However, that does not have to be the case. If your center provides services that keep people coming back and if your sales team has a full pipeline, your summer will sizzle with happy members. Here are five strategies that can help you improve your summer sales:

1. Give them a reason to join. Does your membership team jam in calls so that they all sound the same and have the same poor outcomes? Do they sound like this: “Hi, Bob. It’s Bonnie from Club B. Just wanted to see if you’re still interested in membership. No? OK, well I’ll keep in touch in the future. Thanks anyway.” Instead, encourage your membership team to tell prospects about special programs, such as better back classes, parenting programs or a boot camp, that prospects might need.
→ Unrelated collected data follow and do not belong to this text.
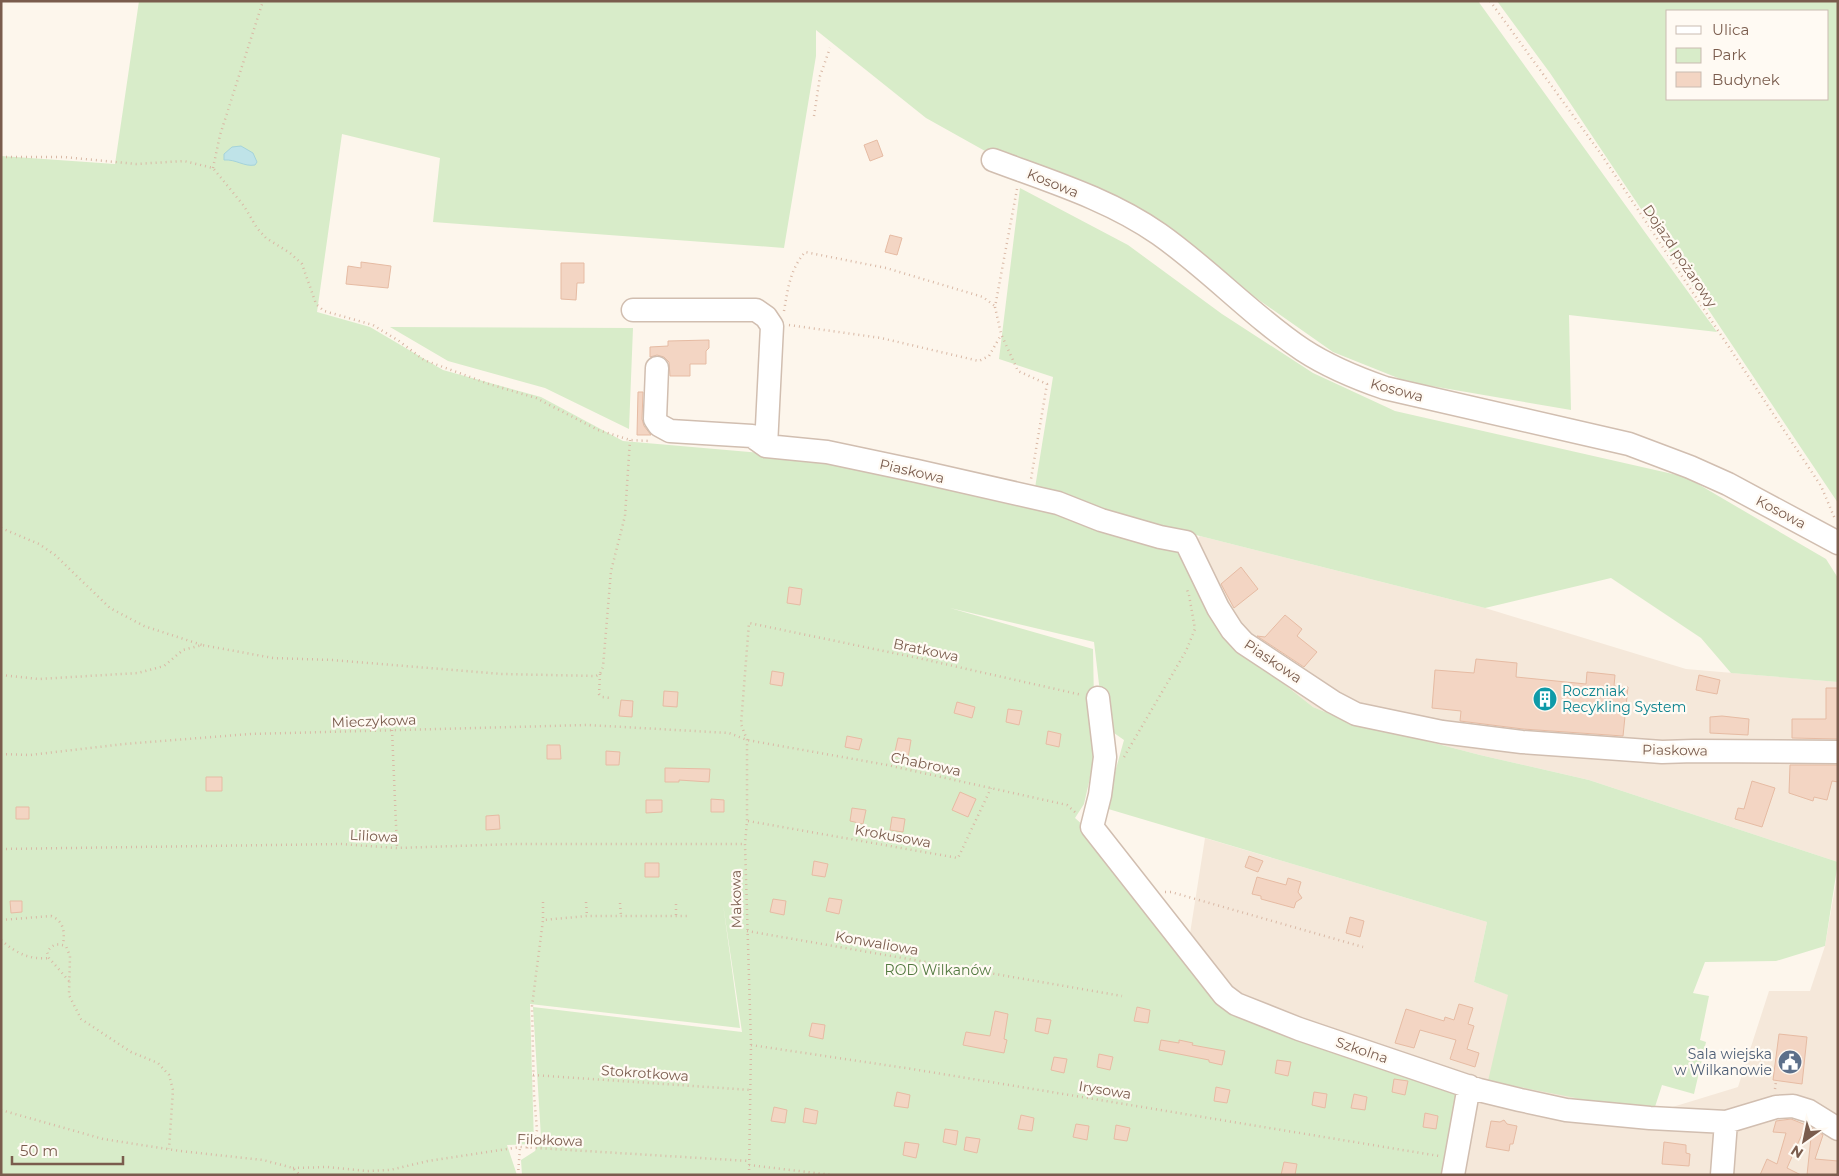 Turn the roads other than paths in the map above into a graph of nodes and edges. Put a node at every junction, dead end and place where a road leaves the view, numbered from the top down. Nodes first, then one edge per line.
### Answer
1 (993, 160) dead end
2 (633, 310) dead end
3 (657, 368) dead end
4 (766, 446) junction
5 (1837, 532) edge
6 (1098, 698) road end
7 (1838, 752) edge
8 (1474, 1088) junction
9 (1726, 1122) junction
10 (1838, 1129) edge
11 (1458, 1169) edge
12 (1722, 1175) edge

1 - 5 street, Kosowa
2 - 4 street
3 - 4 street, Piaskowa
4 - 7 street, Piaskowa
6 - 8 street, Szkolna
8 - 9 street, Szkolna
8 - 11 street
9 - 10 street, Szkolna
9 - 12 street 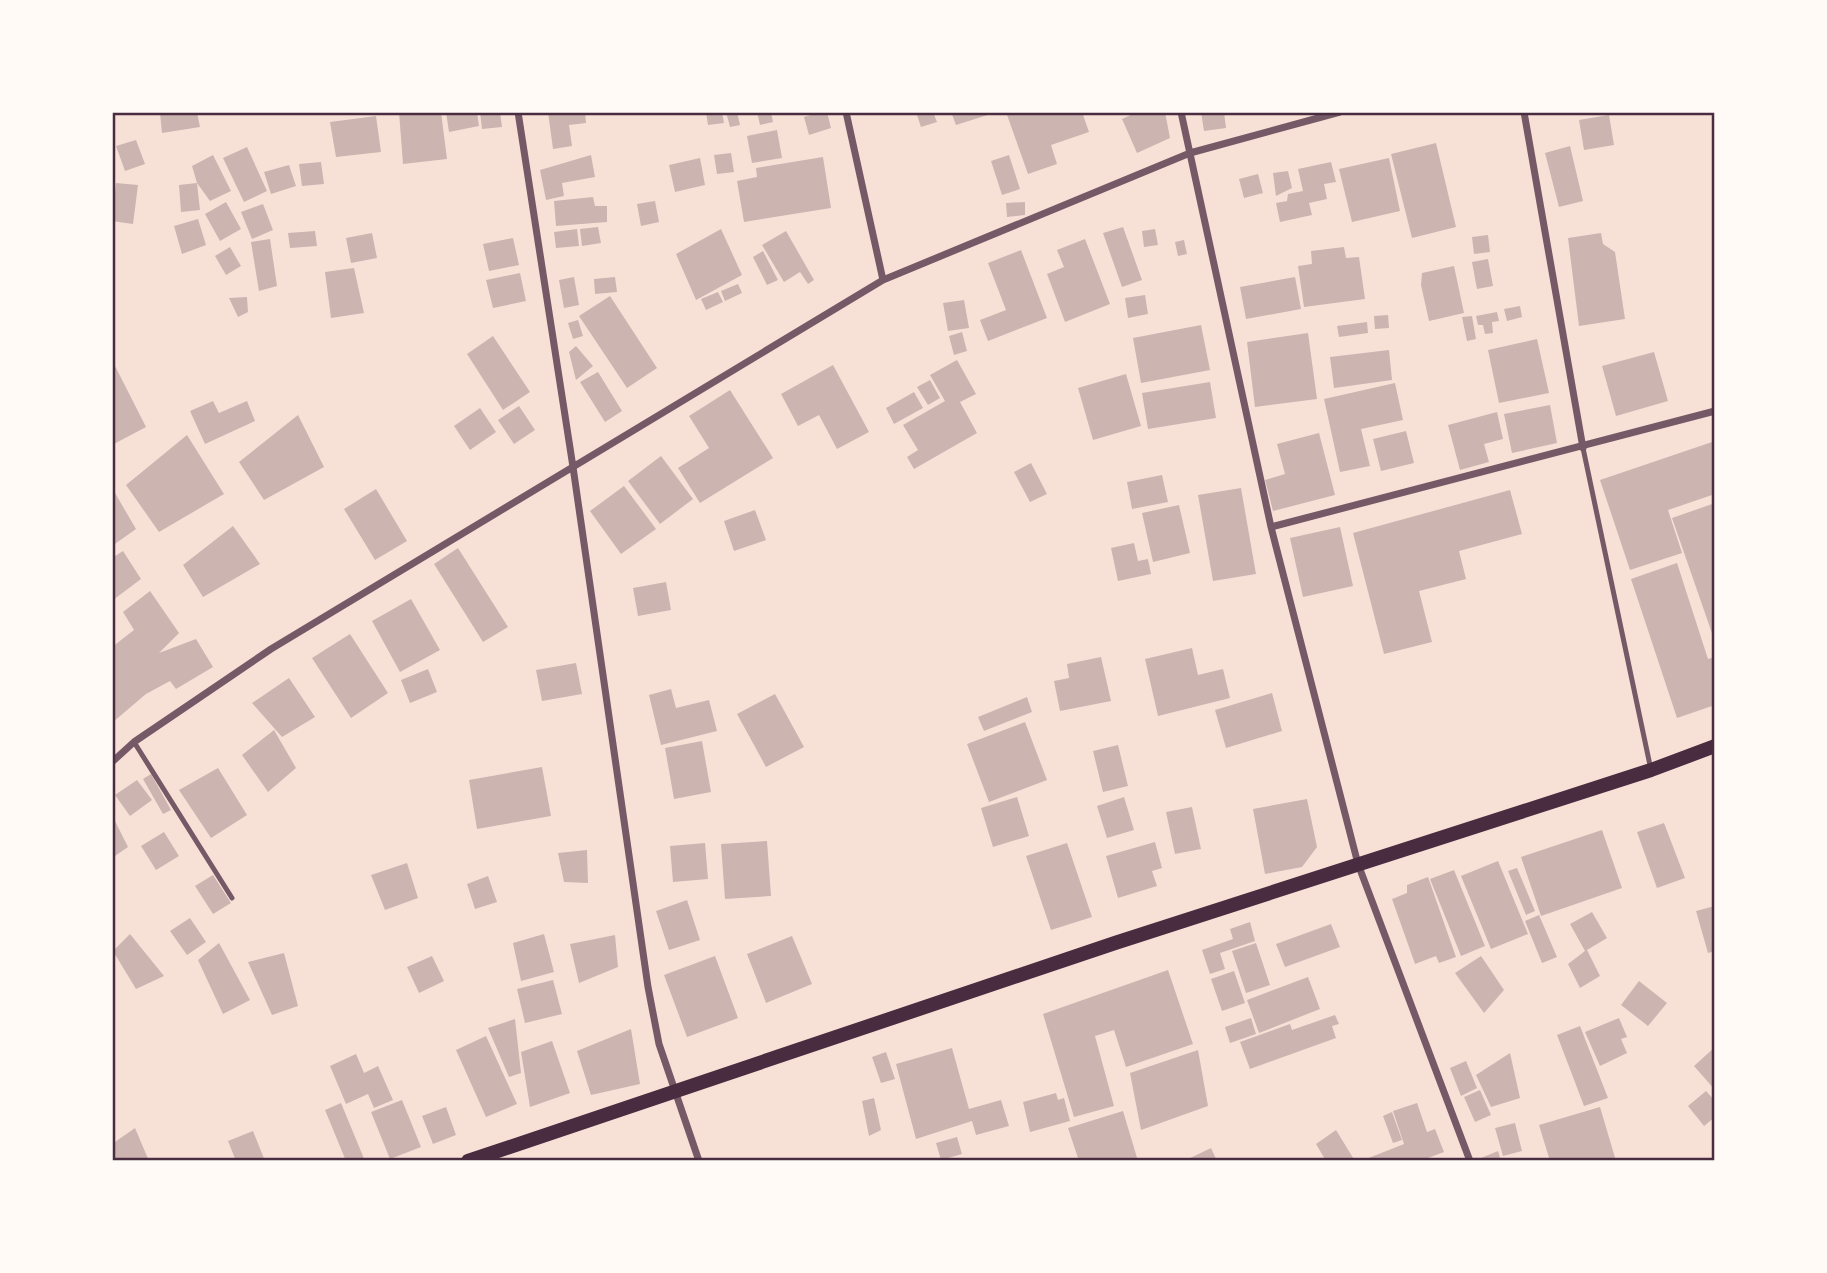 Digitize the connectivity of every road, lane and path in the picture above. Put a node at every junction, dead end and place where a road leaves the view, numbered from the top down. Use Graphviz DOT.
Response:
graph roads {
  1 [pos="518,112"];
  2 [pos="846,112"];
  3 [pos="1181,112"];
  4 [pos="1340,112"];
  5 [pos="1524,112"];
  6 [pos="1190,153"];
  7 [pos="883,280"];
  8 [pos="1715,411"];
  9 [pos="1583,447"];
  10 [pos="573,467"];
  11 [pos="1271,527"];
  12 [pos="134,742"];
  13 [pos="1715,746"];
  14 [pos="112,762"];
  15 [pos="1651,770"];
  16 [pos="1357,864"];
  17 [pos="232,898"];
  18 [pos="674,1090"];
  19 [pos="468,1161"];
  20 [pos="699,1161"];
  21 [pos="1470,1161"];
  1 -- 10 [label="street"];
  2 -- 7 [label="street"];
  3 -- 6 [label="street"];
  4 -- 6 [label="street"];
  5 -- 9 [label="street"];
  6 -- 7 [label="street"];
  6 -- 11 [label="street"];
  7 -- 10 [label="street"];
  8 -- 9 [label="street"];
  9 -- 11 [label="street"];
  9 -- 15 [label="lane"];
  10 -- 12 [label="street"];
  10 -- 18 [label="street"];
  11 -- 16 [label="street"];
  12 -- 14 [label="street"];
  12 -- 17 [label="lane"];
  13 -- 15 [label="main road"];
  15 -- 16 [label="main road"];
  16 -- 18 [label="main road"];
  16 -- 21 [label="street"];
  18 -- 19 [label="main road"];
  18 -- 20 [label="street"];
}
By asking about the problems prospects have and finding programs that your club offers that could help them, your sales team can give prospects a reason to join and members a reason to come back.

2. Offer big special events monthly. Offering special events each month brings people together for social activities. Try offering a mega-master group exercise class. Bring in top instructors and advertise the classes to the public. Offer free child care during the classes. Have a few family picnics or outings for members and guests. Create clubs-within-a-club for the different types of members, i.e. golfers, yoga aficionados, endurance runners, masters level swimmers, etc., and have quarterly open houses for each group to which guests are invited. Have a (low-fat) ice cream/frozen yogurt social for members, guests and prospects – families one day, maybe just for seniors another day.

3. Create a pipeline of leads. Stay in touch with prospects that do not join. You can do so via newsletters, Facebook, email and phone once each month for years. Keep the relationship going, share educational health information that is important to them through a library of articles that your center should have in place. Send a birthday card with a special offer even if they have not yet joined.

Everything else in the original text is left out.